TAIPEI, TAIWAN — The military government that seized power in Myanmar will get along well with its authoritarian neighbor China in the long term, despite historical misgivings, and grow closer if international sanctions isolate the Southeast Asian state from Western powers, observers say.
Myanmar’s military took control of the country Monday and declared a year-long state of emergency. Civilian de facto head of state Aung San Suu Kyi, a Nobel laureate, was detained in the power shift, prompting condemnation from Western governments.
China might fumble at first to work with the new Myanmar leader, Min Aung Hlaing, because the military resents China’s involvement in a now suspended hydropower dam, cross-border shipments of Myanmar’s natural gas and other influence over the economy in the past 20 years, said Thitinan Pongsudhirak, a political science professor at Bangkok’s Chulalongkorn University.
The professor said the two sides will eventually move forward because, unlike leaders in the West, China’s communist government feels no domestic pressure to condemn another authoritarian state.
“China is an all-weather friend, and you can see that when countries take an authoritarian turn, like Myanmar just did this week,” he said. "It's to China’s advantage because China does not have the democratic trappings and conditions on domestic governance, so it can be any kind of regime and it’s fine with China."

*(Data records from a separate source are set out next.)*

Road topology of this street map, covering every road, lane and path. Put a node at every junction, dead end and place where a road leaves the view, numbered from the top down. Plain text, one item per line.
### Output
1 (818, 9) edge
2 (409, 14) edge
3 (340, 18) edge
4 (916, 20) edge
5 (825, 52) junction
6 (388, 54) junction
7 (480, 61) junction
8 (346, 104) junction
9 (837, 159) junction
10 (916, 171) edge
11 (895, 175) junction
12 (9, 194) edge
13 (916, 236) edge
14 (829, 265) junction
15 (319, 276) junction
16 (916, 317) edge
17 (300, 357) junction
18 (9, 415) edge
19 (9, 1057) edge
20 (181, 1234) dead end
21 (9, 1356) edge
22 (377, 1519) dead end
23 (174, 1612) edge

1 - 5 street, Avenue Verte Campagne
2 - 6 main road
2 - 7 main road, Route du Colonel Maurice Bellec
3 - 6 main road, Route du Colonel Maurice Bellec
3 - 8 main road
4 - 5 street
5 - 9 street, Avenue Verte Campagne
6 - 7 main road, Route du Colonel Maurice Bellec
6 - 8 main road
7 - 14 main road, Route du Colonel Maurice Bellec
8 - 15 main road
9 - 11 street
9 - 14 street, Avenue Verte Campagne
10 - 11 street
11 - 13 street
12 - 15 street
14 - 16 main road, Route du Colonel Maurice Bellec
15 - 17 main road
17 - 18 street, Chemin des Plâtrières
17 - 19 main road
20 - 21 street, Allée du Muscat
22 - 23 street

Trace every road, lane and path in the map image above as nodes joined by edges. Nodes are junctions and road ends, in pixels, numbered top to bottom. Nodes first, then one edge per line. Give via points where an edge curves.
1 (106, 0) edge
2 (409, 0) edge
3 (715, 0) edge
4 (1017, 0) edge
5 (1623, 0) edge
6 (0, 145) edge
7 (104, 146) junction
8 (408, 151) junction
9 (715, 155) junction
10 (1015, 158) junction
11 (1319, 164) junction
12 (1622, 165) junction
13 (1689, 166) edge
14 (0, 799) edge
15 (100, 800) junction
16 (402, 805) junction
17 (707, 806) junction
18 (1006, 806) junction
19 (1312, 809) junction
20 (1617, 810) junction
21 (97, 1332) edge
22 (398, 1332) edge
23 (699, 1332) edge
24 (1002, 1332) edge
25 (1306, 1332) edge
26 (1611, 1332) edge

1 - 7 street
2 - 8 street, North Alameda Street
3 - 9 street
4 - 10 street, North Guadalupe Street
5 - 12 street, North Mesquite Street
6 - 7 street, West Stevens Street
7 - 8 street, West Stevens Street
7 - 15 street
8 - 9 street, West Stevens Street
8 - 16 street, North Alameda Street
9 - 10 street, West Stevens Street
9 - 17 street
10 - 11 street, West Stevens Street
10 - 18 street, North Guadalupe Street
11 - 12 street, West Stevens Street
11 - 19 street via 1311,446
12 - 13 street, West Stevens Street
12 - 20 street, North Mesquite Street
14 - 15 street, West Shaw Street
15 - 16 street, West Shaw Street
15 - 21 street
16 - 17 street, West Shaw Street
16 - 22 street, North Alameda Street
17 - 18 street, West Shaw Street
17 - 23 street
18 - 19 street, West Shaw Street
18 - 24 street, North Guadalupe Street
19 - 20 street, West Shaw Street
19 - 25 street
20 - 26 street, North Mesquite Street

In Beijing, Chinese foreign ministry spokesman Wang Wenbin said Monday his government was still trying to understand the “situation” in Myanmar. China is Myanmar’s “friendly neighbor,” Wang said as quoted on the ministry website, and “we hope all parties in Myanmar can settle disputes and maintain social and political stability by using the constitution and the laws.”
The military takeover stemmed from November’s parliamentary elections. The then-ruling National League for Democracy won in a landslide over the military-backed Union Solidarity and Development Party. The military, which ran Myanmar for nearly 50 years before the first democratic government emerged after 2011 under Aung San Suu Kyi, raised accusations of voter fraud.
China and Myanmar fundamentally got along before the recent events, though Myanmar was pursuing stronger ties with Japan and the West at the same time to offset Chinese influence.
On Monday, U.S. President Joe Biden vowed to take “appropriate action” and review possible sanctions against Myanmar. Australia, Britain, the European Union, India, Japan and Singapore have aired their own concerns this week about the stability of the Southeast Asian country.
Only Western governments feel “sentimental longings for democratization” in Myanmar, said Oh Ei Sun, Southeast Asia-specialized senior fellow with the Singapore Institute of International Affairs.
If the West imposes severe sanctions, then “maybe the Myanmar military will have no choice but to turn to China,” Thitinan said. Diplomatic isolation and the thirst for foreign investment to stimulate the impoverished country’s economy would drive Myanmar toward China, analysts say.
China became Myanmar’s biggest trading partner in 2011, replacing Thailand, with imports and exports worth $5.3 billion that year. China mainly ships raw materials and equipment for investment projects, while Myanmar sends minerals to China. A 2,200-kilometer land border facilitates their trade.
“Now after this coup we need to see how the junta handles ties with the United States,” said Huang Kwei-bo, vice dean of the international affairs college at National Chengchi University in Taipei. “That’s to say that if the United States adds pressure on Myanmar, then the junta will definitely think of a way to approach Beijing and tighten relations.”
Even without sanctions, today's political, trade and investment ties will probably keep their current course, analysts believe. Myanmar needs economic development aid to relieve poverty. China counts Myanmar as one in a network of countries around Eurasia where it's building infrastructure to open trade routes.
“China will remain Myanmar’s most important economic partner because it has the longest land border (and) it’s got the biggest investment,” said Alistair Cook, a senior fellow with the S. Rajaratnam School of International Studies.
When China’s foreign minister Wang Yi recently visited General Min Aung Hlaing, now military leader, he indicated that China would “continue to back Myanmar in safeguarding its sovereignty, national dignity and legitimate rights and interests” on a “development path suited to its own national conditions.”
But the Myanmar junta’s relations with China will fray if festering border problems get worse under any military crackdown.
For example, both sides are grappling with a slew of new casinos that are located in Myanmar but heavily used by Chinese nationals from just across the border and known for spawning crime. China is building a border fence to curb the problem.
An end to fragile cease-fires between Myanmar’s government forces and armed ethnic groups living near China could further “influence China’s relationship” with the new junta if people start streaming across the borders, Cook said.